Ferita v. Farrise

Plaintiff, a minor, entered into a written agreement, together with one Gonzales, an adult, to purchase a dwelling-house from defendant. Later he disaffirmed the contract and brought suit to recover the down money which he had paid. The jury rendered a verdict in his favor on which the court ordered judgment to be entered. The only question now presented on defendant's appeal is in regard to theamount of the recovery.

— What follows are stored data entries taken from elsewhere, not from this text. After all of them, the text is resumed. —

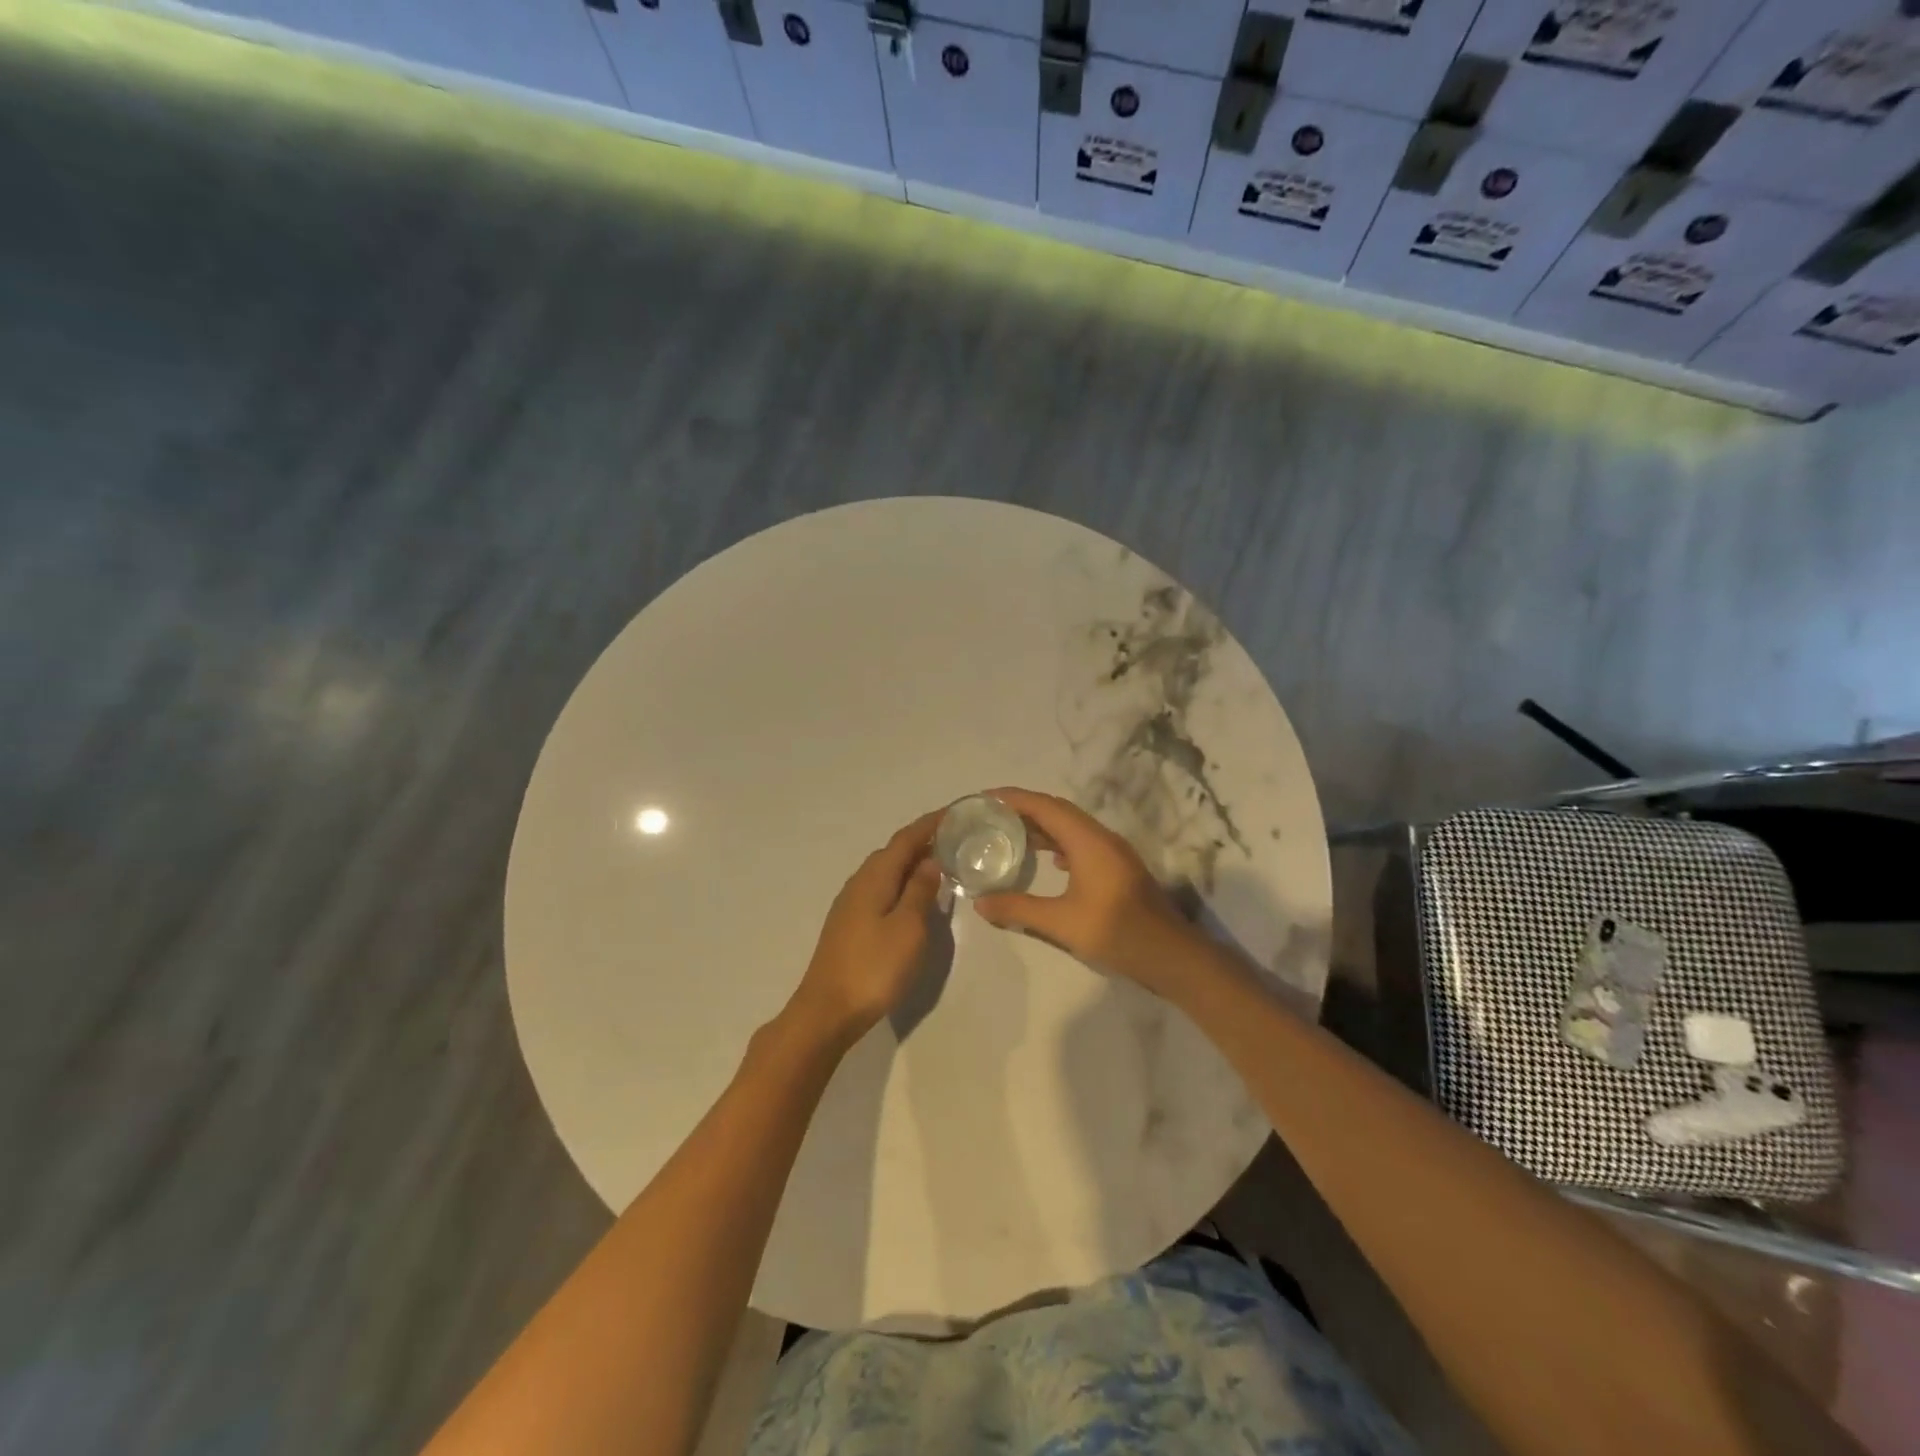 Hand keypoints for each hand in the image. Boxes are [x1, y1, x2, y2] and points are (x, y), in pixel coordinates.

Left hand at [786, 810, 944, 1044]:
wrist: (827, 1010)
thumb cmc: (874, 967)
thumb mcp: (908, 928)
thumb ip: (920, 891)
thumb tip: (930, 860)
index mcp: (875, 877)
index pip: (905, 839)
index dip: (930, 824)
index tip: (955, 813)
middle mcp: (859, 882)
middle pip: (893, 852)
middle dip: (922, 841)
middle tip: (955, 840)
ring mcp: (850, 904)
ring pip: (885, 871)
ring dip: (911, 863)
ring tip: (940, 865)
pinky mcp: (849, 924)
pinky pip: (880, 889)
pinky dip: (900, 883)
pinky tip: (912, 897)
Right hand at [973, 788, 1195, 993]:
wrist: (1169, 954)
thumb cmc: (1115, 932)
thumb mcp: (1061, 923)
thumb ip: (1018, 909)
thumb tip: (979, 903)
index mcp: (1088, 841)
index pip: (1045, 806)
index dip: (1014, 798)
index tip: (986, 798)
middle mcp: (1101, 837)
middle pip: (1058, 811)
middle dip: (1025, 808)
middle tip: (992, 815)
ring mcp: (1113, 852)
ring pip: (1072, 827)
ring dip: (1043, 826)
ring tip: (1011, 834)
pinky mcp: (1118, 867)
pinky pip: (1082, 842)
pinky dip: (1059, 843)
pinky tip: (1049, 861) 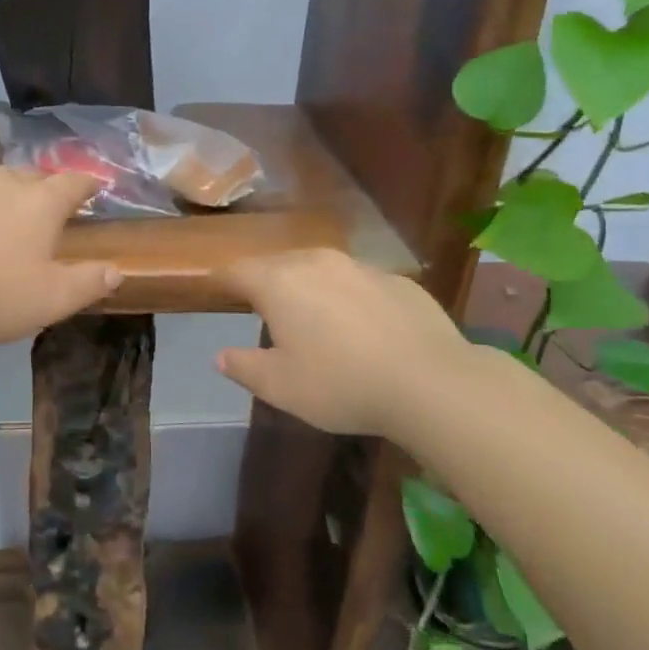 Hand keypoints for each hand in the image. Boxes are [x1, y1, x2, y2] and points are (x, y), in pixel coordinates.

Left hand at [0, 166, 121, 343]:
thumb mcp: (50, 300)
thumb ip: (87, 283)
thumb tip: (116, 271)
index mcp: (39, 202)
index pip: (74, 182)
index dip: (88, 184)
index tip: (96, 186)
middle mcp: (0, 181)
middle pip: (30, 178)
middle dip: (41, 191)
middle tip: (42, 213)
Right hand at [212, 250, 474, 437]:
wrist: (430, 382)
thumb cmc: (341, 384)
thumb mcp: (281, 387)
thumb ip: (244, 367)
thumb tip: (220, 356)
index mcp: (279, 282)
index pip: (237, 271)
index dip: (223, 282)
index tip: (218, 294)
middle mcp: (315, 262)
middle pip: (278, 264)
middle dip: (267, 282)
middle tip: (265, 311)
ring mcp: (360, 267)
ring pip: (321, 269)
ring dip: (310, 287)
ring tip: (315, 318)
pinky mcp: (398, 280)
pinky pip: (359, 283)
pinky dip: (351, 298)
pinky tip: (364, 329) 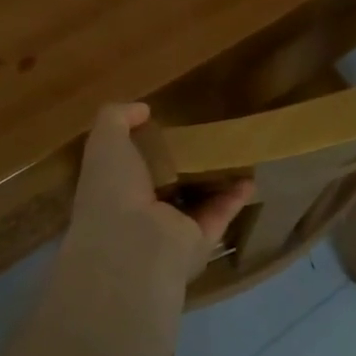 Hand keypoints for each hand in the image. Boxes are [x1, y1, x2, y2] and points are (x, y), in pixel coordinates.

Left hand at [65, 104, 252, 285]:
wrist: (132, 245)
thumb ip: (117, 118)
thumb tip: (142, 110)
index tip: (165, 126)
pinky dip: (235, 198)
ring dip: (214, 181)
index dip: (144, 147)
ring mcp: (170, 230)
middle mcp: (140, 212)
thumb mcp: (105, 141)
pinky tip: (250, 178)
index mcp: (113, 190)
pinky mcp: (199, 241)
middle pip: (166, 184)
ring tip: (235, 155)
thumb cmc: (112, 189)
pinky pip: (219, 215)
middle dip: (183, 164)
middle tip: (205, 137)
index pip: (129, 168)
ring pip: (196, 200) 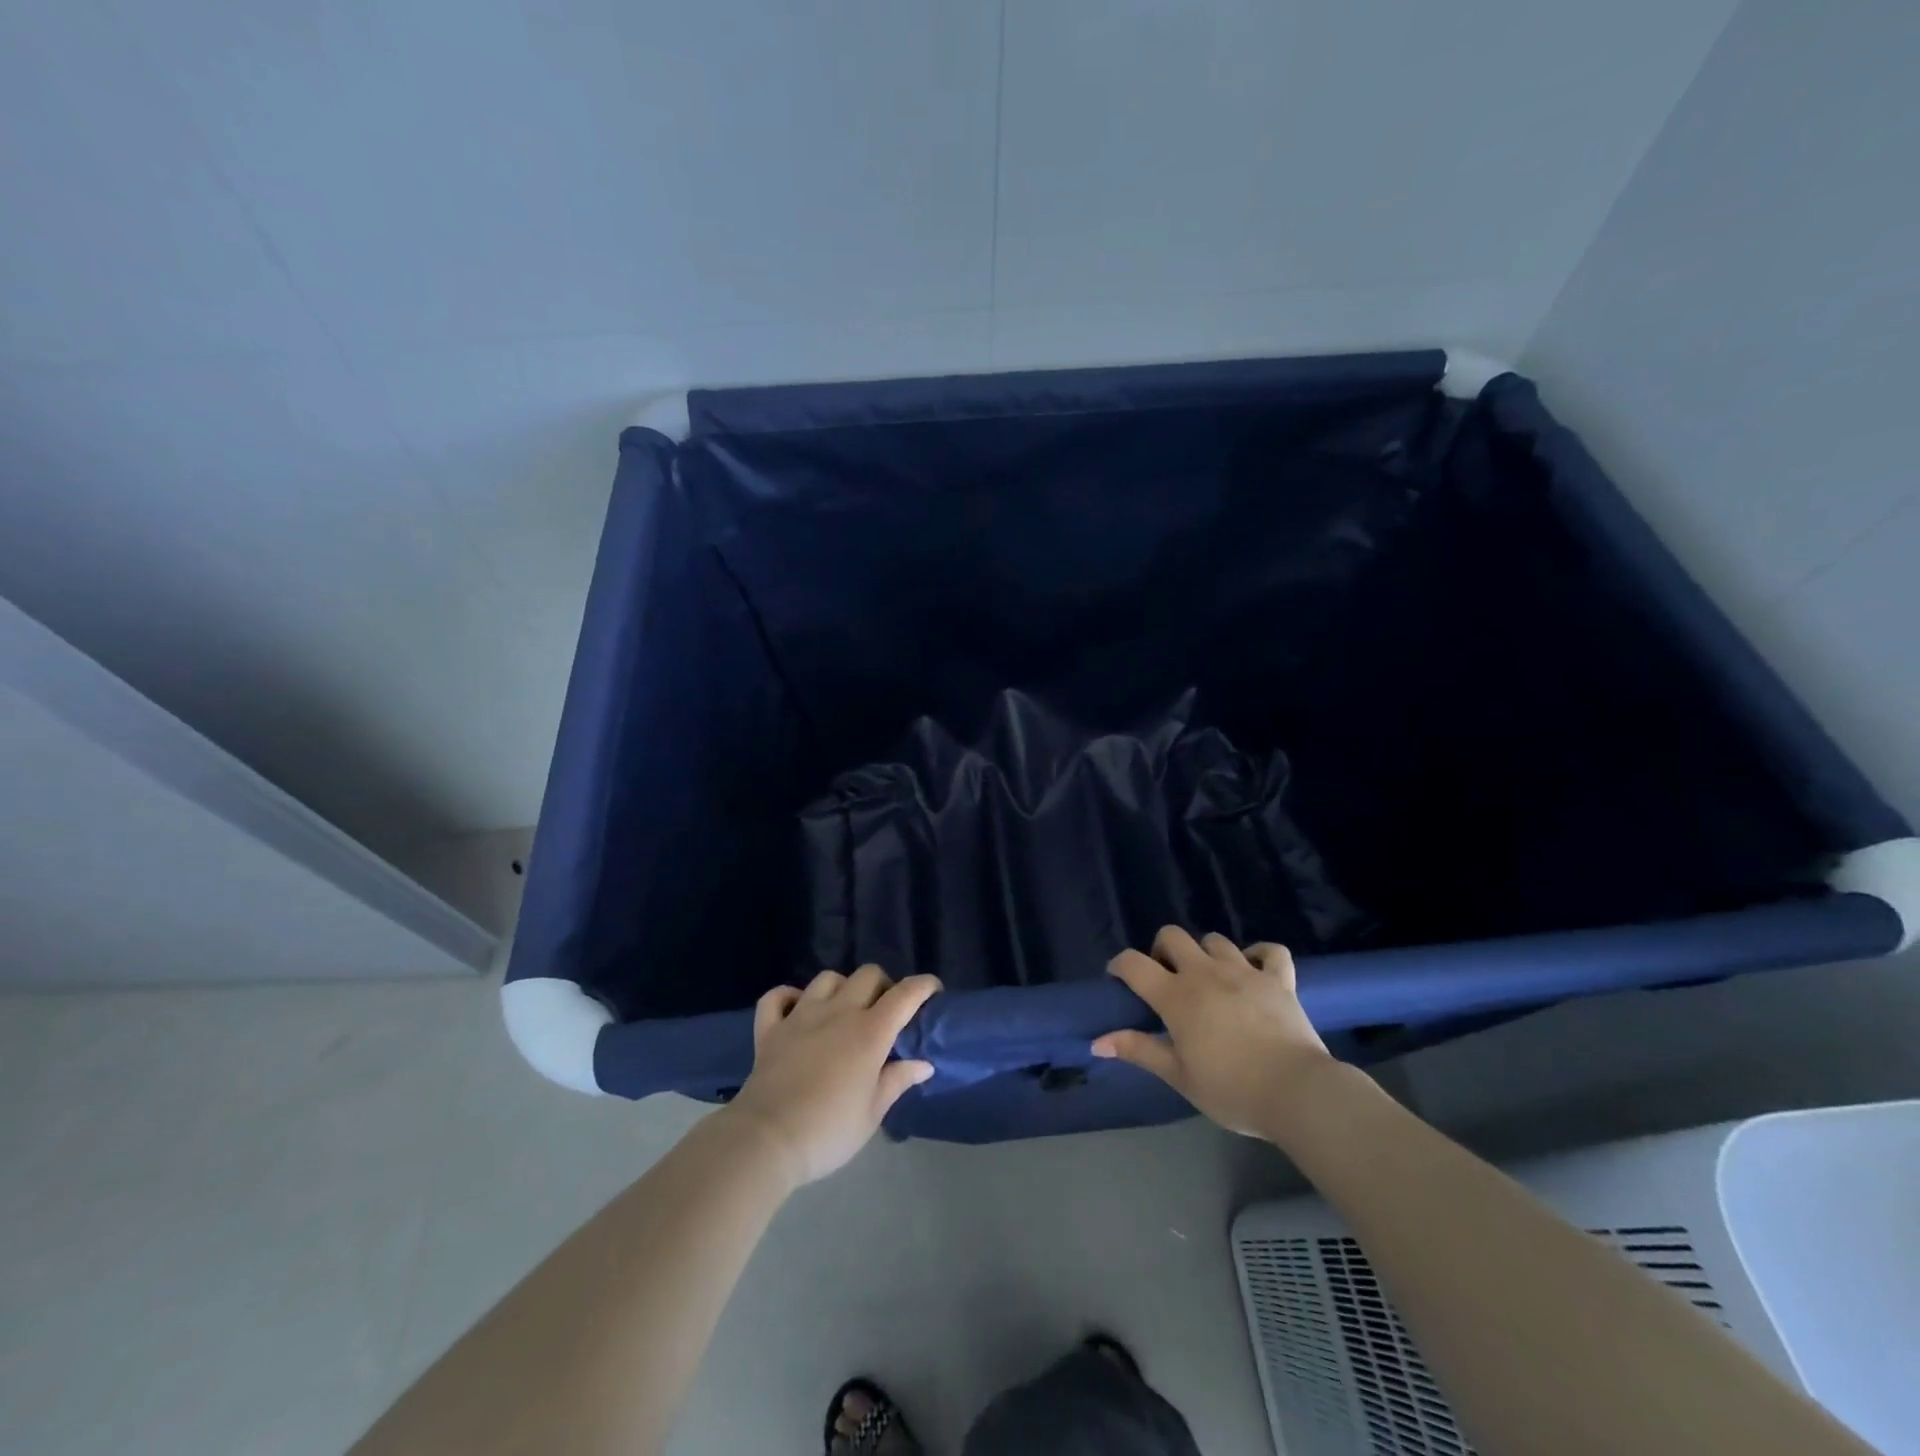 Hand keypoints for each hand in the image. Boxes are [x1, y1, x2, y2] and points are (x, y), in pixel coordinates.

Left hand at [724, 965, 940, 1187]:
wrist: (766, 1141)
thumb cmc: (828, 1131)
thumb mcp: (873, 1113)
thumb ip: (897, 1080)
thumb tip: (923, 1063)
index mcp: (869, 1032)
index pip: (905, 994)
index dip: (924, 986)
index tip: (933, 992)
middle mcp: (838, 1012)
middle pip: (868, 975)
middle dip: (883, 985)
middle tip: (886, 1012)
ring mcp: (800, 1015)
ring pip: (827, 978)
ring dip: (842, 988)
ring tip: (844, 1011)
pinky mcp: (770, 1028)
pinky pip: (777, 996)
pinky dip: (789, 997)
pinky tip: (797, 1010)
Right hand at [1091, 927, 1334, 1138]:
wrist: (1297, 1092)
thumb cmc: (1231, 1089)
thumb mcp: (1179, 1076)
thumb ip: (1139, 1051)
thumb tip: (1097, 1042)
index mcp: (1176, 996)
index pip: (1134, 964)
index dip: (1119, 965)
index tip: (1118, 979)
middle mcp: (1205, 973)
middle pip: (1173, 936)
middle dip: (1162, 950)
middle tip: (1166, 978)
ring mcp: (1245, 971)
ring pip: (1215, 940)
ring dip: (1205, 953)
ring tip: (1209, 978)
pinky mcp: (1279, 979)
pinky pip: (1270, 952)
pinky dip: (1260, 955)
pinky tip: (1255, 969) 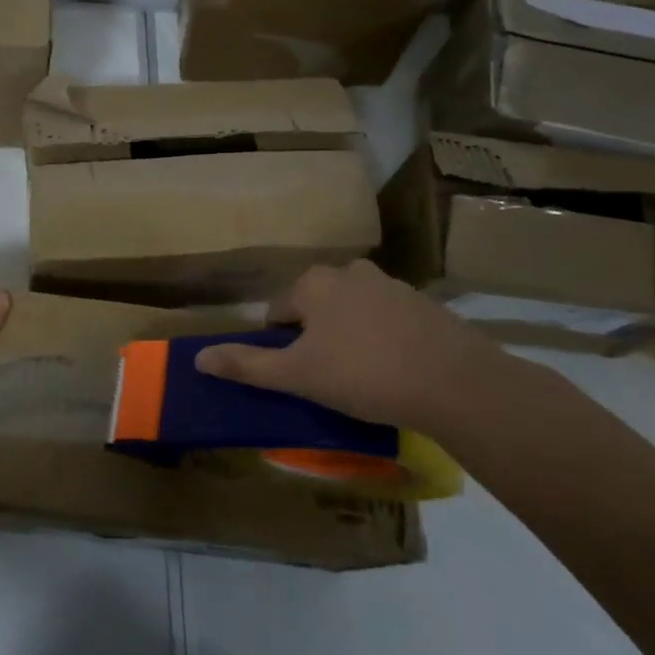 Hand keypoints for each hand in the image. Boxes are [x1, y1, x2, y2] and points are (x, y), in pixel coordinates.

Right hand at [193, 260, 518, 436]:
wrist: (456, 383)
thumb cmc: (364, 374)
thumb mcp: (298, 375)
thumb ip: (247, 365)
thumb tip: (198, 358)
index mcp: (313, 283)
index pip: (278, 312)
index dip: (282, 346)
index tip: (299, 375)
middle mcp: (349, 271)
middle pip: (315, 307)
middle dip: (316, 337)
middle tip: (329, 377)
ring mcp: (390, 284)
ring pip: (351, 312)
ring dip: (349, 336)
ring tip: (364, 377)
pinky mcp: (424, 303)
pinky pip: (387, 319)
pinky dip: (383, 339)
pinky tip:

The contract provided that "the parties of the second part [the vendees] . . . shall and will well and truly pay or cause to be paid unto the said party of the first part [the vendor] . . . the sum of SEVENTY FIVE HUNDRED ($7500.00) DOLLARS, to be paid in the following manner: The sum of TWENTY SIX HUNDRED ($2600.00) DOLLARS upon the signing of this Agreement, receipt whereof is hereby acknowledged by the party of the first part; the balance of FORTY NINE HUNDRED DOLLARS ($4900.00) DOLLARS to be paid upon delivery of Deed." Plaintiff testified that the entire deposit of $2600 was his money, and accordingly he sued to recover that amount. Defendant, on the other hand, contended that plaintiff, as one of two co-purchasers, was entitled to recover only the sum of $1300, and that parol evidence was not admissible to contradict or add to the written agreement on that subject.

The trouble with defendant's position is that the agreement contained no statement as to the amount which each of the vendees contributed. The ruling in Gianni v. Russell Co.,Inc., 281 Pa. 320, 126 A. 791, upon which defendant relies, was that parol evidence *Page 384 is not admissible to add to a written agreement if the matter thus sought to be introduced is one that parties, situated as those to the contract, would naturally and normally include therein. Here it would have been both unnatural and abnormal for the contract to have stated the amount paid by each of the purchasers upon the signing of the contract. All that the agreement provided, and all that such agreements usually do provide, is that the vendees would pay the purchase money orcause it to be paid to the vendors; there was no need to specify from what source the money would be forthcoming. It was, therefore, entirely proper in the present action for the court to receive testimony that plaintiff had furnished the entire sum; his own testimony to that effect was confirmed by Gonzales who also appeared as a witness. Neither was it necessary, as defendant now argues, that Gonzales, because he was a party to the agreement, should have been joined in the action as a co-plaintiff; the suit is not on the agreement, for the agreement was disaffirmed, but is only for the recovery by the minor of the payment which he made, — a recovery to which the law now entitles him; it is he who is the party, and the sole party, in interest.

Judgment affirmed.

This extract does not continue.